• [About this exercise]
For the entries below, say how many lines include the word "nodes" and add nothing else.

(Stored data)
********

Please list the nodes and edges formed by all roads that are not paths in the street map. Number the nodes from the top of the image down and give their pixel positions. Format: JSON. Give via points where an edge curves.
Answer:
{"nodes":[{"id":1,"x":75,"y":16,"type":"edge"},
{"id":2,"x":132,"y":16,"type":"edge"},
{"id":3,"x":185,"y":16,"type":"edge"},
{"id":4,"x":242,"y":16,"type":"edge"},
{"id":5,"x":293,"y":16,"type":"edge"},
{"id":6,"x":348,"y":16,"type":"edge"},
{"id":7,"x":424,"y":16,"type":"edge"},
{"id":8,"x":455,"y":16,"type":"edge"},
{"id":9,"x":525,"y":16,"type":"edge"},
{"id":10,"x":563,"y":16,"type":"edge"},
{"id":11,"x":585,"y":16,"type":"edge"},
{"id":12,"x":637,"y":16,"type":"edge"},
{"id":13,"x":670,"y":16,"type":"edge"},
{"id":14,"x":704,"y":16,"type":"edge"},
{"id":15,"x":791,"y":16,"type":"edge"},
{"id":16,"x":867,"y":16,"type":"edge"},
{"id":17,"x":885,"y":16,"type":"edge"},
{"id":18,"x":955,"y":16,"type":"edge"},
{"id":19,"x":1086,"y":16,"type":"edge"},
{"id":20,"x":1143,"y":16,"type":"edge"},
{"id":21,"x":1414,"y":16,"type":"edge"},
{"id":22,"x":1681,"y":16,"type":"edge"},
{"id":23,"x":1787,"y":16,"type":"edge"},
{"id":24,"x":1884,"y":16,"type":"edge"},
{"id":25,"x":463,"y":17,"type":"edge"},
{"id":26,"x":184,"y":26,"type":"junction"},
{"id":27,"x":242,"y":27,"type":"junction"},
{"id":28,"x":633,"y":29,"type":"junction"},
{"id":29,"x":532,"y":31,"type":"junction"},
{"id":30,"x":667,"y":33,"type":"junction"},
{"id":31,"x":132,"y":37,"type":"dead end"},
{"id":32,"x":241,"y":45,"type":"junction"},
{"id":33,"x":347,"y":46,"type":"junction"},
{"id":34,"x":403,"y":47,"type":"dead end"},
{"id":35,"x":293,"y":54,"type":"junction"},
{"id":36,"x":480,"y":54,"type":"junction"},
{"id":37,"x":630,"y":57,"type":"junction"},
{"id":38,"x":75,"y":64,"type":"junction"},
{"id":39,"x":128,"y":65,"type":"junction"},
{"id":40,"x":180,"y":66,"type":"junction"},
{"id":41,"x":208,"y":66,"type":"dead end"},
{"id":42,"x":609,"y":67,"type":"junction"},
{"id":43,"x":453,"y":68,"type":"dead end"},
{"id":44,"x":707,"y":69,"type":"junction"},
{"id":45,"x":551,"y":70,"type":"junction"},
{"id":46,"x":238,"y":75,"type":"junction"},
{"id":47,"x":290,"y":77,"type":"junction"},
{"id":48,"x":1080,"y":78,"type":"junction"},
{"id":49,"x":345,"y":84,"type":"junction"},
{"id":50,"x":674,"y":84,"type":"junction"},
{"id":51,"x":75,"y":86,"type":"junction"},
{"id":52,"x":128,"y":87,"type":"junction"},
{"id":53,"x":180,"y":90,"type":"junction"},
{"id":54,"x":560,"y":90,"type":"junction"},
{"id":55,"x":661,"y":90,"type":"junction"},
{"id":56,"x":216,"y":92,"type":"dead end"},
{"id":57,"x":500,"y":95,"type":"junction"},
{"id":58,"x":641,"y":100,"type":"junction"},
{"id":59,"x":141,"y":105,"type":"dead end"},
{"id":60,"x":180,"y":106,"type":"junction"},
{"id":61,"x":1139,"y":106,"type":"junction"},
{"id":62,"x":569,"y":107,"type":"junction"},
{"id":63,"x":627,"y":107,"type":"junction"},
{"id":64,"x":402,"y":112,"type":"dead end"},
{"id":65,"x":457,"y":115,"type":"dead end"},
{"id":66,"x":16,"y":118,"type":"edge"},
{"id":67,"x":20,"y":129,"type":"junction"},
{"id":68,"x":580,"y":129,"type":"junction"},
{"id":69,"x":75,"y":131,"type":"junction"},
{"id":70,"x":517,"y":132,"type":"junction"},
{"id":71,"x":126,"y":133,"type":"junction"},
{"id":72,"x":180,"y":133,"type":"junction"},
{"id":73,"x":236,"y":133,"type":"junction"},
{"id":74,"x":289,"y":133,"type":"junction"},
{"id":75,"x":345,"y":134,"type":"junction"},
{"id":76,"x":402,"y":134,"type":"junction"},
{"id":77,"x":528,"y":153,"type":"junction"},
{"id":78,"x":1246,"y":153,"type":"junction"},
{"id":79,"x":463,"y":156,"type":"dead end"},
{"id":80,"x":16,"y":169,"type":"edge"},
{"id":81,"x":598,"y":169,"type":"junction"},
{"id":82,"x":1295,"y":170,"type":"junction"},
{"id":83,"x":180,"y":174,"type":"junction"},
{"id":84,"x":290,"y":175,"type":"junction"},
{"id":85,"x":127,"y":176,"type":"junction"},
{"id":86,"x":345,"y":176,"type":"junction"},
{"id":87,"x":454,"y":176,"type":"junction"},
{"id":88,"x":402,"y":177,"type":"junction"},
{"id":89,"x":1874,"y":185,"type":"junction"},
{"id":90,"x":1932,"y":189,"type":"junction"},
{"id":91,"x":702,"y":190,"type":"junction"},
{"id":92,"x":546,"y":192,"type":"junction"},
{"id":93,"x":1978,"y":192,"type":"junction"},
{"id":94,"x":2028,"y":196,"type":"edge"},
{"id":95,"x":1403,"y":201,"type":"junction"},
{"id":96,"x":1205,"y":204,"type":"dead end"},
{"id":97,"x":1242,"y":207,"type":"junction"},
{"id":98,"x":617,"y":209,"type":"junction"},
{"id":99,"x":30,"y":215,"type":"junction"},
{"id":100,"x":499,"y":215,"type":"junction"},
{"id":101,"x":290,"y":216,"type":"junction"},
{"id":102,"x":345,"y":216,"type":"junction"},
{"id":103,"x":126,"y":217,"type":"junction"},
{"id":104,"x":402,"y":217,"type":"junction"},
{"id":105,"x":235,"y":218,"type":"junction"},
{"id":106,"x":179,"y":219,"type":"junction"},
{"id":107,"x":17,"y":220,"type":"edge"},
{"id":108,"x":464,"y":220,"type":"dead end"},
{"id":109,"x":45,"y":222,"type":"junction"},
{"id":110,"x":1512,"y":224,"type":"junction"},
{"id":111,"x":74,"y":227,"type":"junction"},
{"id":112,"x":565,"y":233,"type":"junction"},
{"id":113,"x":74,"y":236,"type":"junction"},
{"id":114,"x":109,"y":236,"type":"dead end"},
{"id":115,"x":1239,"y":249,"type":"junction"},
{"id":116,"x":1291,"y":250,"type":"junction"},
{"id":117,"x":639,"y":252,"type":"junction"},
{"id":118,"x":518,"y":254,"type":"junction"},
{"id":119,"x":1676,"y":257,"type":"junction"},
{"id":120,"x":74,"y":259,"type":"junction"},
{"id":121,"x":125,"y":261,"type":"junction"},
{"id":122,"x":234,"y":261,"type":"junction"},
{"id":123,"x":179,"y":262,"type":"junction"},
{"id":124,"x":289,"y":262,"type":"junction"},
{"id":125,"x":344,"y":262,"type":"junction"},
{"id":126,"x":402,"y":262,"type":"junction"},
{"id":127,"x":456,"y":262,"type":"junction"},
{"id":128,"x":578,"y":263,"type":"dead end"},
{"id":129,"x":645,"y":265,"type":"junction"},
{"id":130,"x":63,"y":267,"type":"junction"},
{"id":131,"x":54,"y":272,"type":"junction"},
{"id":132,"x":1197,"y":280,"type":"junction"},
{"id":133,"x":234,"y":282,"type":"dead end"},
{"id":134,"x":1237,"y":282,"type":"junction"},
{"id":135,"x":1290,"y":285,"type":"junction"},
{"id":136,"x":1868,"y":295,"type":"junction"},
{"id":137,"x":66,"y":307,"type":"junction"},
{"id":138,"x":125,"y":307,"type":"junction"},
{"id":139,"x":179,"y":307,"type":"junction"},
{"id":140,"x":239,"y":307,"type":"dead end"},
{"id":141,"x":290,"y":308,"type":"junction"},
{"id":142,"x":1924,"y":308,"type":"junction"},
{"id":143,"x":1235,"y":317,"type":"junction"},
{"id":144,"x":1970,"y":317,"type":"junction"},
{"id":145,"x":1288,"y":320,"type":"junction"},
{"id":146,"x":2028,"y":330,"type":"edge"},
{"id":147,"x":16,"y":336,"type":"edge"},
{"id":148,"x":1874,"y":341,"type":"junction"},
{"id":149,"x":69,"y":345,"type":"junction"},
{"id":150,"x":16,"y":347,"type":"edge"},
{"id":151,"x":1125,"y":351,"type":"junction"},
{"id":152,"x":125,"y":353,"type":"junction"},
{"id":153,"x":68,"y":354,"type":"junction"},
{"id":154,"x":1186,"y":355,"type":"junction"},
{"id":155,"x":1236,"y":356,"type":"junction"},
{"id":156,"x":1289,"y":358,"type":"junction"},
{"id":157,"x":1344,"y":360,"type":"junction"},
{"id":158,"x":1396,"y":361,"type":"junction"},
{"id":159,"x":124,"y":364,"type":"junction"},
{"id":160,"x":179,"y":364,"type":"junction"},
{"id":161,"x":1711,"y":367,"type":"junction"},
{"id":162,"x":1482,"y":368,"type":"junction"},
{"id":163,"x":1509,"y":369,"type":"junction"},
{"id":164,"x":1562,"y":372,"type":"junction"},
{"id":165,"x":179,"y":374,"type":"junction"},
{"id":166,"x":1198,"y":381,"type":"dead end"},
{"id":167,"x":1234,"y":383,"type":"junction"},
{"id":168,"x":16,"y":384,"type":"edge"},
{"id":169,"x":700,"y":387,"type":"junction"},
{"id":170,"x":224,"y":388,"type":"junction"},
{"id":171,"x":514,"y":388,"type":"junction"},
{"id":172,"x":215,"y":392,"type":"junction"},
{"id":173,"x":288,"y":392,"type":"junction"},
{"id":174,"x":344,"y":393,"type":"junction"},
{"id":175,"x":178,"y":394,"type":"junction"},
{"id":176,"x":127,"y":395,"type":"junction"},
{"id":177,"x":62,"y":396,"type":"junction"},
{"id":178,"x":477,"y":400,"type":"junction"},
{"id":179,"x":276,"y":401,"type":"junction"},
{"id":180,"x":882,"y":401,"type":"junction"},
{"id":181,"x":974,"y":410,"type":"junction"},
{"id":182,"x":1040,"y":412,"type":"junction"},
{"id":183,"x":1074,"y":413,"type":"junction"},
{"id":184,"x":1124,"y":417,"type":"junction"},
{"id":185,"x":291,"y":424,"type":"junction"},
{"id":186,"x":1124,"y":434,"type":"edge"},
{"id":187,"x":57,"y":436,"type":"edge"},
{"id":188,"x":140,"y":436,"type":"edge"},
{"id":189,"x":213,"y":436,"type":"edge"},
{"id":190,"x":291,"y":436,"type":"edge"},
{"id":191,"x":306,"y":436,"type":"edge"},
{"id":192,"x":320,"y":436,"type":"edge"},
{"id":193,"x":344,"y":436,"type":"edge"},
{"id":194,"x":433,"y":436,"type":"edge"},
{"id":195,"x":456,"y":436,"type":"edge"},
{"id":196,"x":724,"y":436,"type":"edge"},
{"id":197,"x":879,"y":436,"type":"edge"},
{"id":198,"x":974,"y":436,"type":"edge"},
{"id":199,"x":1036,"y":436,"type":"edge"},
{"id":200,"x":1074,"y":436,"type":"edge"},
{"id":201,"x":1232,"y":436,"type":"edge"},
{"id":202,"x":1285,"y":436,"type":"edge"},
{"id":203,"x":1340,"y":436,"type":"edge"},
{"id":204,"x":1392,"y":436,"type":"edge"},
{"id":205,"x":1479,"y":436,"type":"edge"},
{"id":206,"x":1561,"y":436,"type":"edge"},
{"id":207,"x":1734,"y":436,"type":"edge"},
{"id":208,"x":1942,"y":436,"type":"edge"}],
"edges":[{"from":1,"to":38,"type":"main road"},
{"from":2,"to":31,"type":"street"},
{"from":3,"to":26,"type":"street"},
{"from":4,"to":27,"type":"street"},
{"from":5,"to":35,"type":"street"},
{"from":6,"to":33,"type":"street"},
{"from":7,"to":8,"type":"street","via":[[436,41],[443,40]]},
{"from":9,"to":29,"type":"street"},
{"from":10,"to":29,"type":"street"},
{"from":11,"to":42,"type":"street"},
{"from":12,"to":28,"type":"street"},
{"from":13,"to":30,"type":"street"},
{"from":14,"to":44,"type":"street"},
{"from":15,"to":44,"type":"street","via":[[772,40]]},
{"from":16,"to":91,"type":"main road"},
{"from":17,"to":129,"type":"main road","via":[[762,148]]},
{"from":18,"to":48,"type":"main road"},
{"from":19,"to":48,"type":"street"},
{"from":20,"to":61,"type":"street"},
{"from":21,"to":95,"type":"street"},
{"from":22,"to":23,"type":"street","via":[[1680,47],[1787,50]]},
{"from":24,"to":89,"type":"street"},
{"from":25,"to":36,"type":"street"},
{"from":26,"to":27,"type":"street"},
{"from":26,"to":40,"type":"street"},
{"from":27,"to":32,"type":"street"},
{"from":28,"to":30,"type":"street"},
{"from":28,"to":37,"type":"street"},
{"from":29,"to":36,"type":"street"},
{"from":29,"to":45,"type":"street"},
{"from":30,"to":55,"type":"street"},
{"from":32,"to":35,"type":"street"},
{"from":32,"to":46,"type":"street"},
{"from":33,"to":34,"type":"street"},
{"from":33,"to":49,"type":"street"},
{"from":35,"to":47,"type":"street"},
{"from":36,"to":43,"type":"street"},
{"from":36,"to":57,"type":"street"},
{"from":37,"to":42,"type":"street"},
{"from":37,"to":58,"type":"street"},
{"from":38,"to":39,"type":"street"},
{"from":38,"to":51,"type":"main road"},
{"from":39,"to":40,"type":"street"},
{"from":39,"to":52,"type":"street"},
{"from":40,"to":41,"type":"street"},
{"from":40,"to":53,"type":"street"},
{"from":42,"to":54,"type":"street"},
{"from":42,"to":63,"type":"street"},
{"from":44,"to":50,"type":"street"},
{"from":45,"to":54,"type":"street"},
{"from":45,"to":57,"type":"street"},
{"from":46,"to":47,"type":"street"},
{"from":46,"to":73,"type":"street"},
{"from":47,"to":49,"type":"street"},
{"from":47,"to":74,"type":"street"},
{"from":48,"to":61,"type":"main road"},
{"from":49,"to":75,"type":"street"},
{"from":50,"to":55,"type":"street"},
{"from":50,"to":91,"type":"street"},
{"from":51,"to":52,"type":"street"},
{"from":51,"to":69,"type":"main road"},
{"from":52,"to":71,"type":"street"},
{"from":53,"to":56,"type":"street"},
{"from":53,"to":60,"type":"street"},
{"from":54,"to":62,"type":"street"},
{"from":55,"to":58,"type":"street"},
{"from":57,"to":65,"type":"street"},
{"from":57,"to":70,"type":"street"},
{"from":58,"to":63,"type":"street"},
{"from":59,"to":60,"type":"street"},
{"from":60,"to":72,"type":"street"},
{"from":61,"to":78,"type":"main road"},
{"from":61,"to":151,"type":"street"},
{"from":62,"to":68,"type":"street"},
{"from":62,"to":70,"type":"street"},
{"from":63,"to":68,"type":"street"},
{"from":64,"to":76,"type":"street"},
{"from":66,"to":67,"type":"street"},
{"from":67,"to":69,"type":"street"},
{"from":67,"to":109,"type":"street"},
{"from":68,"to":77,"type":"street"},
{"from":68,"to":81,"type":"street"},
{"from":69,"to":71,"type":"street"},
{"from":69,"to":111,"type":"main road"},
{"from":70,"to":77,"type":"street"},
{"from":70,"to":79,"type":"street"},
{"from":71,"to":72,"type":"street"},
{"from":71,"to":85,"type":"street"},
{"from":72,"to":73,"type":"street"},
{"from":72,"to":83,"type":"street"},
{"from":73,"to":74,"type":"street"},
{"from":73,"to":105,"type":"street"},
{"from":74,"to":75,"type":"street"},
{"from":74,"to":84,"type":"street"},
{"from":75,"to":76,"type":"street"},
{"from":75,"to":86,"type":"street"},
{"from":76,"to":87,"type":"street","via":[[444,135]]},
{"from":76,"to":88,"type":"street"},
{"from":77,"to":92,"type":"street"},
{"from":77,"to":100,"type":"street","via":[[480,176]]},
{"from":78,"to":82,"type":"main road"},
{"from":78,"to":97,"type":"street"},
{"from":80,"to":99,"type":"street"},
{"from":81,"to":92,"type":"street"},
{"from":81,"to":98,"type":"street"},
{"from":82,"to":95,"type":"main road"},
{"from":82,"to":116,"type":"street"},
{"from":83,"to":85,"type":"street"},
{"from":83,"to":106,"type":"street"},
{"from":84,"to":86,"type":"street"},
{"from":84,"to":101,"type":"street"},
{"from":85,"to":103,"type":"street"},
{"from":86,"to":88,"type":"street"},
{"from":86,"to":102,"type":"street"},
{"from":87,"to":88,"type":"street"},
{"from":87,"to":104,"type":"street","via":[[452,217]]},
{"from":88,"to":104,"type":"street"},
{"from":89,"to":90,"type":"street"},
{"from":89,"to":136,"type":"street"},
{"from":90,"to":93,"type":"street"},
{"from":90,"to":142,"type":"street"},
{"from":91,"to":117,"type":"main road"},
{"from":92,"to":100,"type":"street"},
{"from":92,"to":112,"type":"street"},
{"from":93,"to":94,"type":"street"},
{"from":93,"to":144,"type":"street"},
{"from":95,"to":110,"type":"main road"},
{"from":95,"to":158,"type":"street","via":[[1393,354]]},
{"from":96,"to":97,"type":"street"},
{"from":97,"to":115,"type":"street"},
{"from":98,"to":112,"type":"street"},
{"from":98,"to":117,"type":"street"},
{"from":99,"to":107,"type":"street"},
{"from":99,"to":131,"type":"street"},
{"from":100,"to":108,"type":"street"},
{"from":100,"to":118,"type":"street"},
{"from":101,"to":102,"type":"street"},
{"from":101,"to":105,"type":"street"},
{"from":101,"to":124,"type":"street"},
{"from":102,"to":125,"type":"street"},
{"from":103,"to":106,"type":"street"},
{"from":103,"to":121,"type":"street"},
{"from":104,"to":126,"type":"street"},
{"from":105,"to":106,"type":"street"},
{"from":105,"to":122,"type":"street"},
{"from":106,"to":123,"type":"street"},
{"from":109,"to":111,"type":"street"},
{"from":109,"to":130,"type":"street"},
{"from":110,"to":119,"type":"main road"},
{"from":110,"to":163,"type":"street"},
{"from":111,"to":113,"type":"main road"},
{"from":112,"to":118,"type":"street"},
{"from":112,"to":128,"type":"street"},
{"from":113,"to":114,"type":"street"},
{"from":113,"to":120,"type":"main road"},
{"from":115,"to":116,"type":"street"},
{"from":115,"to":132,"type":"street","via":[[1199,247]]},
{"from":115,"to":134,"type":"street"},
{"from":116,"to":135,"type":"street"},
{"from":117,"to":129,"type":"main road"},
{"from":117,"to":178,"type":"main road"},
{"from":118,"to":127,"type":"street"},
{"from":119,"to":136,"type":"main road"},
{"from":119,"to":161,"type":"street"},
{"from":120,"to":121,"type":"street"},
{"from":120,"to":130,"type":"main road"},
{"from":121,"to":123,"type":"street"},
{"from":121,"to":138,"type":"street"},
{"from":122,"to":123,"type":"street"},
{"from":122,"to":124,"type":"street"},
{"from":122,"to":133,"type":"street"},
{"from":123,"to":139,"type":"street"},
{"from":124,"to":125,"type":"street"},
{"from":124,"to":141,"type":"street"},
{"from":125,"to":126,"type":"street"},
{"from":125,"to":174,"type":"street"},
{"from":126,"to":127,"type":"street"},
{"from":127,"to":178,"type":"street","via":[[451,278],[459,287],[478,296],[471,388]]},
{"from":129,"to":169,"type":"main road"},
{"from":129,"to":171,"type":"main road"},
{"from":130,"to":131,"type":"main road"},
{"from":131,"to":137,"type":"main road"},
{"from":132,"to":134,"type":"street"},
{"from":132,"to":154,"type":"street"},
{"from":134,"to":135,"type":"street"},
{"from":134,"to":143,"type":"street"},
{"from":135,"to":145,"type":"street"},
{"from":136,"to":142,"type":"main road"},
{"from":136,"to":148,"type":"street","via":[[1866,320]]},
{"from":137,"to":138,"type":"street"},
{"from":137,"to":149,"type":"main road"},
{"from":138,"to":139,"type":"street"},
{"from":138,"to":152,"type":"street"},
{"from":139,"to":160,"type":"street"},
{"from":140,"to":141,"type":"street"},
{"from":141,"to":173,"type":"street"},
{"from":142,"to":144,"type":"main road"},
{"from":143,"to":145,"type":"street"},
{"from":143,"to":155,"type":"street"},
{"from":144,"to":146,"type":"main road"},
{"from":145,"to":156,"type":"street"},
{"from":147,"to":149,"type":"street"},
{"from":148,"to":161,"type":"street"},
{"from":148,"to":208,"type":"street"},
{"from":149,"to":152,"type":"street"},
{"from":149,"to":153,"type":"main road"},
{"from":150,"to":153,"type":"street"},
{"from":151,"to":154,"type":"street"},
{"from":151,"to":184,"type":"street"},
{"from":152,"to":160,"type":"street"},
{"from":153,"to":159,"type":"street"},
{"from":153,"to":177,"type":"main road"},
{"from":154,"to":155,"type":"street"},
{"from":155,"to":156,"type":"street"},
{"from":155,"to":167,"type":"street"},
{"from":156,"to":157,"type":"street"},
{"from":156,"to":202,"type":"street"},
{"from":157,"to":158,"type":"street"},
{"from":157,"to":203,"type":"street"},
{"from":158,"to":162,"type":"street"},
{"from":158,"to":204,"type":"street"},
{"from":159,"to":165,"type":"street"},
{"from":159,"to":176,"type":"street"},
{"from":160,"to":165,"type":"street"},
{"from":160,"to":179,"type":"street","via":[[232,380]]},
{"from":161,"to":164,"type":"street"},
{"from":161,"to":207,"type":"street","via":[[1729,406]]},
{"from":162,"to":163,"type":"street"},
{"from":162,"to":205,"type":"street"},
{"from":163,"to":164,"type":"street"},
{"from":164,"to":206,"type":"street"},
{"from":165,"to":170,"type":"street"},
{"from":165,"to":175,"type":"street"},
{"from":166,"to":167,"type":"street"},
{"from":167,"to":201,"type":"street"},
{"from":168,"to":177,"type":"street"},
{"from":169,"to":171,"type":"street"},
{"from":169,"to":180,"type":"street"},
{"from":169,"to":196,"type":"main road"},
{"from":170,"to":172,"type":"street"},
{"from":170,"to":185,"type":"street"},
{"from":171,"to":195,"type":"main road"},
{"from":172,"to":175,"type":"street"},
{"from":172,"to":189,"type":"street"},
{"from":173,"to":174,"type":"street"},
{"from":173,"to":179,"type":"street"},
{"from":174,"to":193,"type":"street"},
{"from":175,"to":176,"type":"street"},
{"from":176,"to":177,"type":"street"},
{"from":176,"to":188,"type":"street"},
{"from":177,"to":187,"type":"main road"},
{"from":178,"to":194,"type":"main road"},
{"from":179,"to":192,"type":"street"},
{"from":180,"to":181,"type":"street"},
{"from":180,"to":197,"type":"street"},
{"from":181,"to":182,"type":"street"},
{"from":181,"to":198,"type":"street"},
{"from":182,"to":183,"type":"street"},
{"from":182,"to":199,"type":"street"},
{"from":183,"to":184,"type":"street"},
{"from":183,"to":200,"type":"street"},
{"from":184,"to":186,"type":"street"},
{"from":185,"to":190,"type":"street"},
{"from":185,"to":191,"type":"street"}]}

********

• [Written response]
2